My Linton Clinic, one of the hospital’s four regional clinics that is across the road from GCGH, will continue to provide prenatal, perinatal, postpartum and women’s health care. Reetz said GCGH’s emergency room staff will still be able to deliver a baby in an emergency, but that it wouldn’t be the best option if something went wrong because they don’t have the necessary "next layer of staff" for those situations.  

Lauren Powell, a Bloomfield resident, gave birth at the hospital last year. She described her delivery as scary and emotionally taxing due to the birth itself and having to stay in the hospital for a week after, but she became close with the staff. Afterward, she switched everything over to GCGH: her primary care, pediatrician and OB-GYN.  
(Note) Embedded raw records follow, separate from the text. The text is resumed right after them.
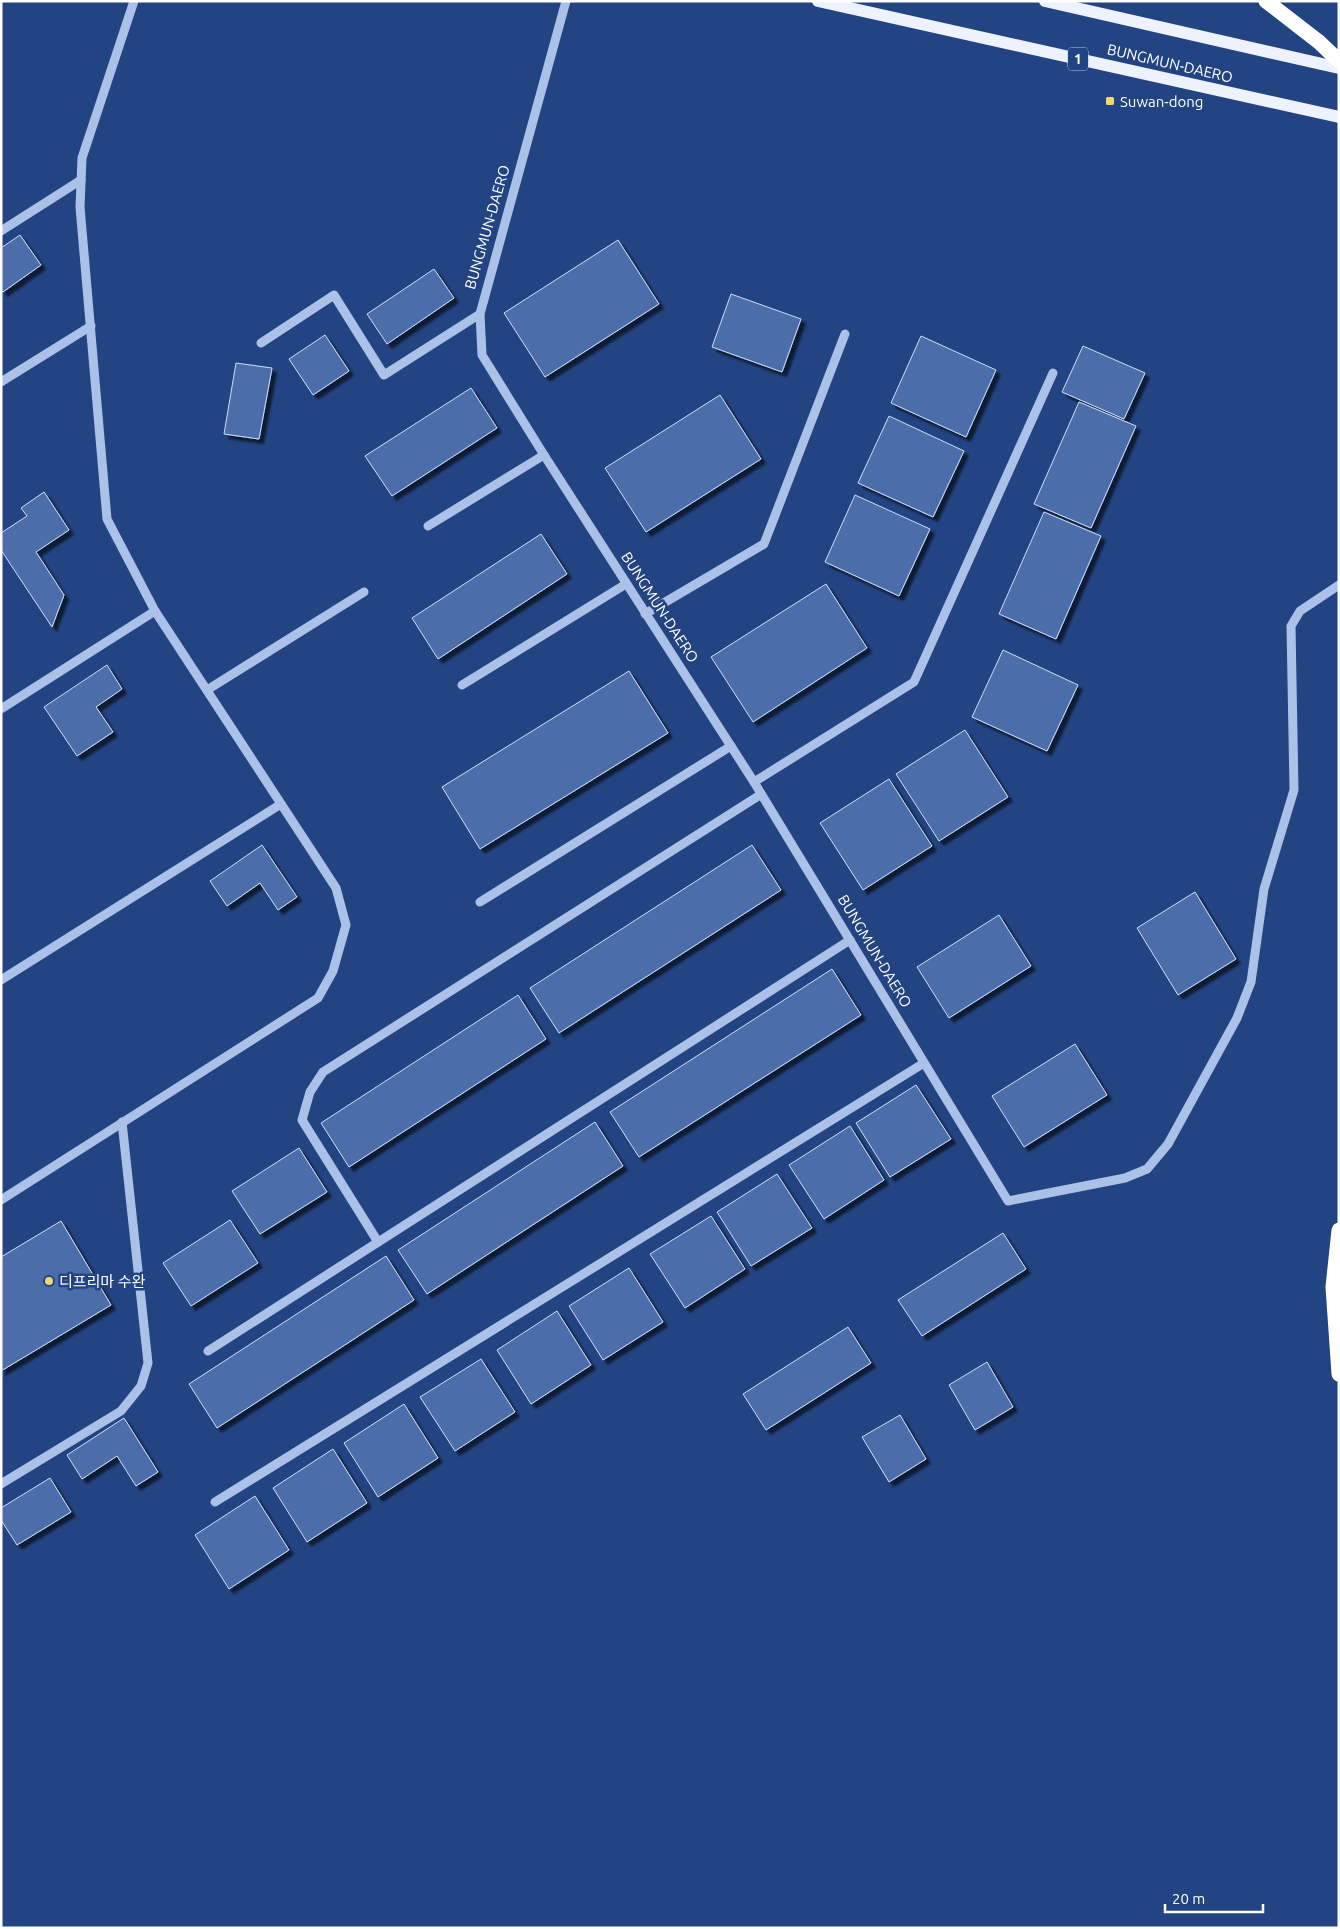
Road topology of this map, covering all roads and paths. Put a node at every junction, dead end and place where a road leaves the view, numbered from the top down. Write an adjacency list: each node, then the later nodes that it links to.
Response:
1 (134, 1): 9 (street)
2 (566, 1): 11 (street, BUNGMUN-DAERO)
3 (818, 1): 8 (main road, BUNGMUN-DAERO / 1)
4 (1045, 1): 7 (main road)
5 (1266, 1): 6 (highway)
6 (1339, 61)
7 (1339, 68)
8 (1339, 117)
9 (81, 180): 10 (street); 12 (street)
10 (1, 231)
11 (480, 314): 14 (street); 17 (street, BUNGMUN-DAERO)
12 (91, 326): 16 (street); 22 (street)
13 (845, 334): 23 (street)
14 (261, 343)
15 (1053, 373): 28 (street)
16 (1, 382)
17 (544, 455): 18 (street); 19 (street, BUNGMUN-DAERO)
18 (428, 526)
19 (626, 584): 23 (street, BUNGMUN-DAERO); 24 (street)
20 (1339, 585): 34 (street, BUNGMUN-DAERO)
21 (364, 592): 25 (street)
22 (156, 611): 25 (street); 26 (street)
23 (645, 614): 27 (street, BUNGMUN-DAERO)
24 (462, 685)
25 (207, 690): 30 (street)
26 (1, 709)
27 (731, 746): 28 (street, BUNGMUN-DAERO); 31 (street)
28 (754, 782): 29 (street, BUNGMUN-DAERO)
29 (760, 795): 32 (street, BUNGMUN-DAERO); 38 (street)
30 (280, 804): 33 (street); 35 (street)
31 (480, 902)
32 (850, 940): 34 (street, BUNGMUN-DAERO); 38 (street)
33 (1, 980)
34 (924, 1063): 42 (street)
35 (122, 1122): 36 (street); 41 (street)
36 (1, 1200)
37 (1339, 1230): 40 (highway)
38 (378, 1242): 39 (street)
39 (208, 1350)
40 (1339, 1374)
41 (1, 1484)
42 (215, 1502)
“I did have such a traumatic birth that I took so much comfort in knowing the care that I had received,” Powell said. “And now, you know, that doesn’t exist anymore.” 

Powell said she planned to have more children, if she’s able to, but now is without an OB-GYN. She said it would be a minimum of 45 minutes from her house to any labor and delivery department. 

After she found out from the Facebook post, Powell said, she sent the post to her husband, mom and friends. She had “a big cry” on the couch.  

“It’s a major loss,” she said. “We’re just praying it’ll all work out where it’s supposed to, and thankful that I am not one of the women that are pregnant right now and could have their baby in the next two weeks and don’t know who’s going to be there to deliver it.”